Tra i temi toccati, inseriti nella più scottante attualità dell'area del Mediterraneo e riguardanti la sicurezza politico-militare, gli effetti della crisi economica sulle migrazioni e le prospettive della cooperazione nella regione, si è discusso dell'ingresso effettivo nell'Osce di paesi della sponda sud del bacino come Algeria, Egitto, Israele, Giordania e Marocco. A questa prospettiva si è aggiunta la proposta di accessione dell'Anp, che è stata accolta con parere positivo da parte di tutta l'assemblea riunita, ad eccezione di Israele che ha giustificato le sue perplessità puntando sullo statuto dell'Anp come associazione indipendentista e non in quanto organismo statale.

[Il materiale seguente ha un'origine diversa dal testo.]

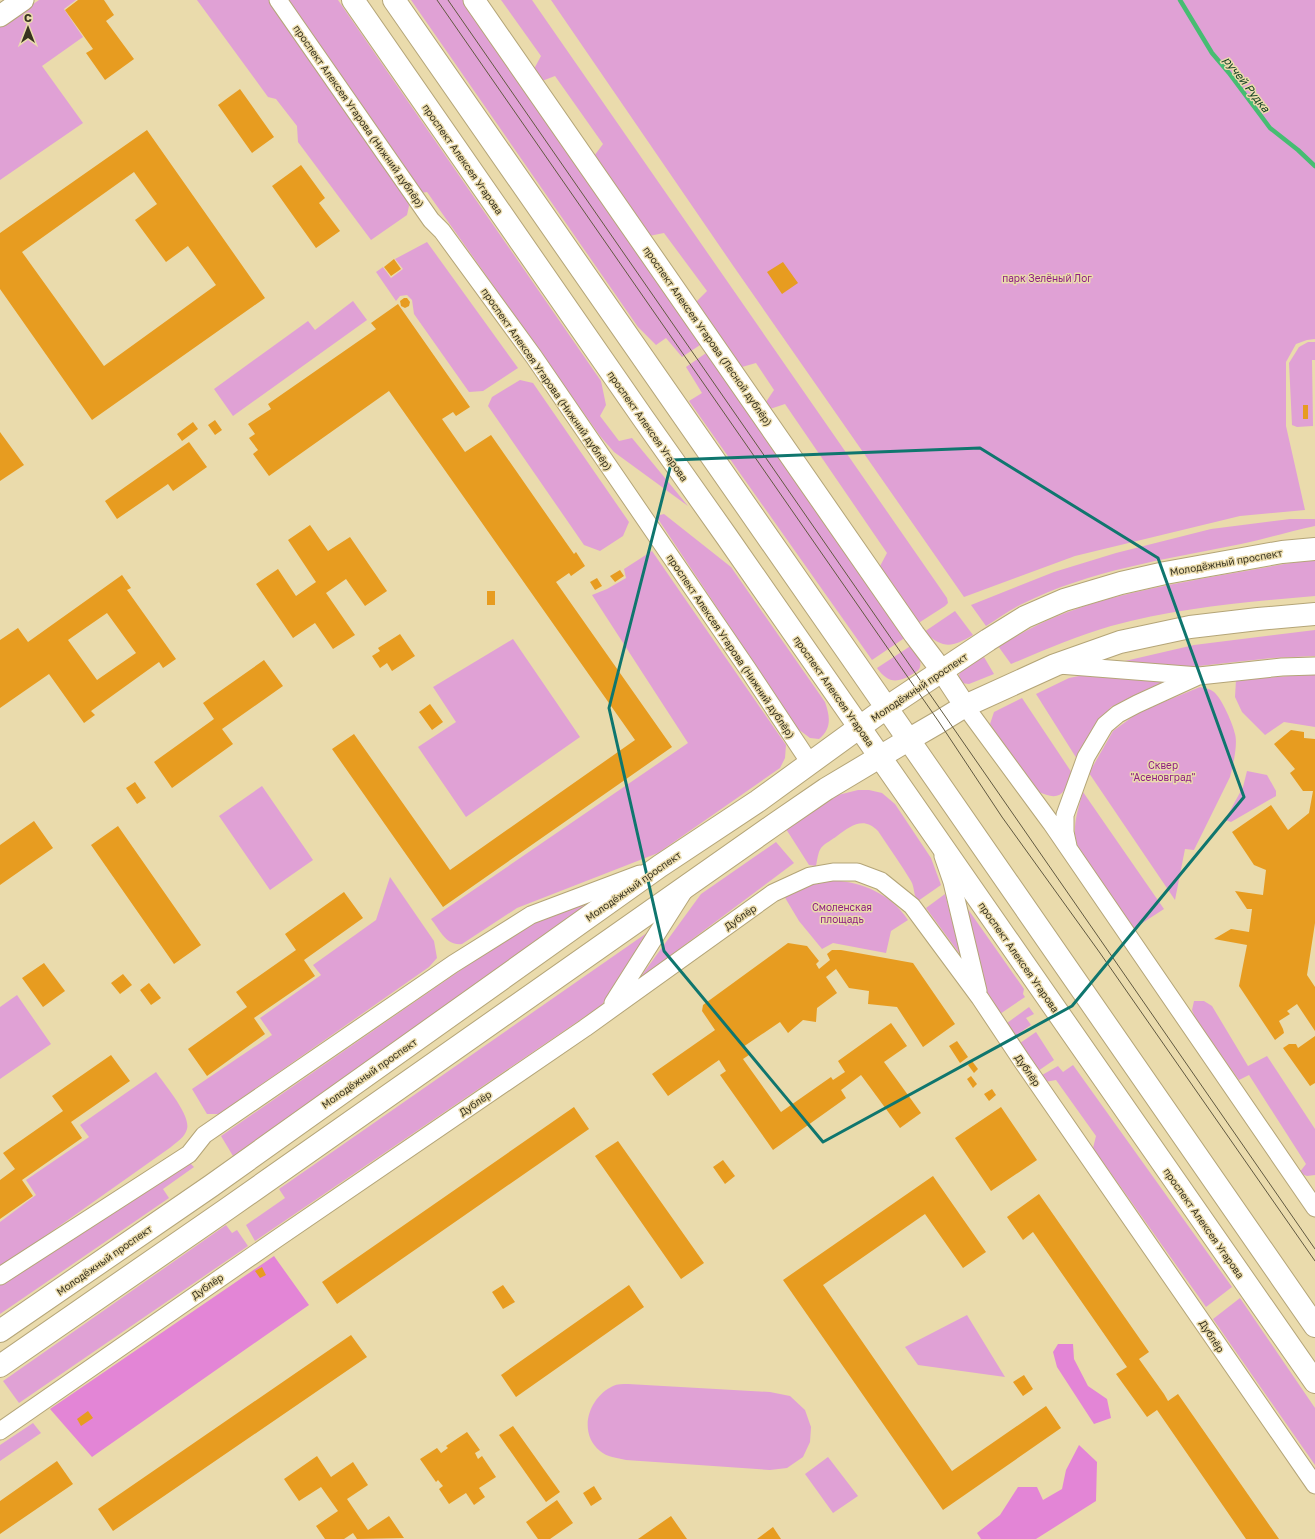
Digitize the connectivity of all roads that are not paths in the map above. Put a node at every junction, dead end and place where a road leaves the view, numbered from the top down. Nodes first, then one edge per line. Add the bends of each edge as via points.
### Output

Parere non favorevole è arrivato anche dalla Repubblica Ceca e dagli Stati Uniti, contrari all'accesso e fermi su posizioni anti-Anp e in linea con la risposta israeliana.  Contro questi paesi è stata diretta la voce di Hezem Shabat - vicepresidente della missione palestinese presso le organizzazione internazionali a Vienna - che ricorda come l'Anp, pur non configurandosi come stato può, in virtù della risoluzione Onu 181, partecipare a qualsiasi tipo di consesso internazionale, come l'appartenenza alla Lega Araba dell'Aiea conferma. Appoggio alla causa palestinese è arrivato invece dalla Spagna, che ha sottolineato come la compresenza israelo-palestinese all'interno dell'Osce possa rappresentare un'ulteriore occasione di dialogo e una concreta possibilità per l'organizzazione di estendere il suo monitoraggio diplomatico anche all'area mediorientale, e dall'Italia che, assente dalla riunione de Il Cairo, si è assunta l'incarico di ospitare i paesi membri e l'Anp al prossimo forum dell'Assemblea organizzato per ottobre 2010 a Palermo, auspicando così la creazione di una rete di relazioni che unisca in saldi vincoli politico-diplomatici l'intera area del bacino del Mediterraneo. Positive e concilianti, infine, le parole del presidente dell'Osce, il kazako Kairat Abdrakhmamov, che ha promesso di continuare a portare avanti in sede unita la questione fino a che non si arrivi ad una decisione comune e condivisa, dichiarando che sulla questione non può calare il sipario.

Un'importante promessa di impegno e cambiamento, un segnale deciso che, si spera, torni a riportare alta l'attenzione sul problema mediorientale e riaccenda la speranza per un futuro di dialogo non troppo lontano.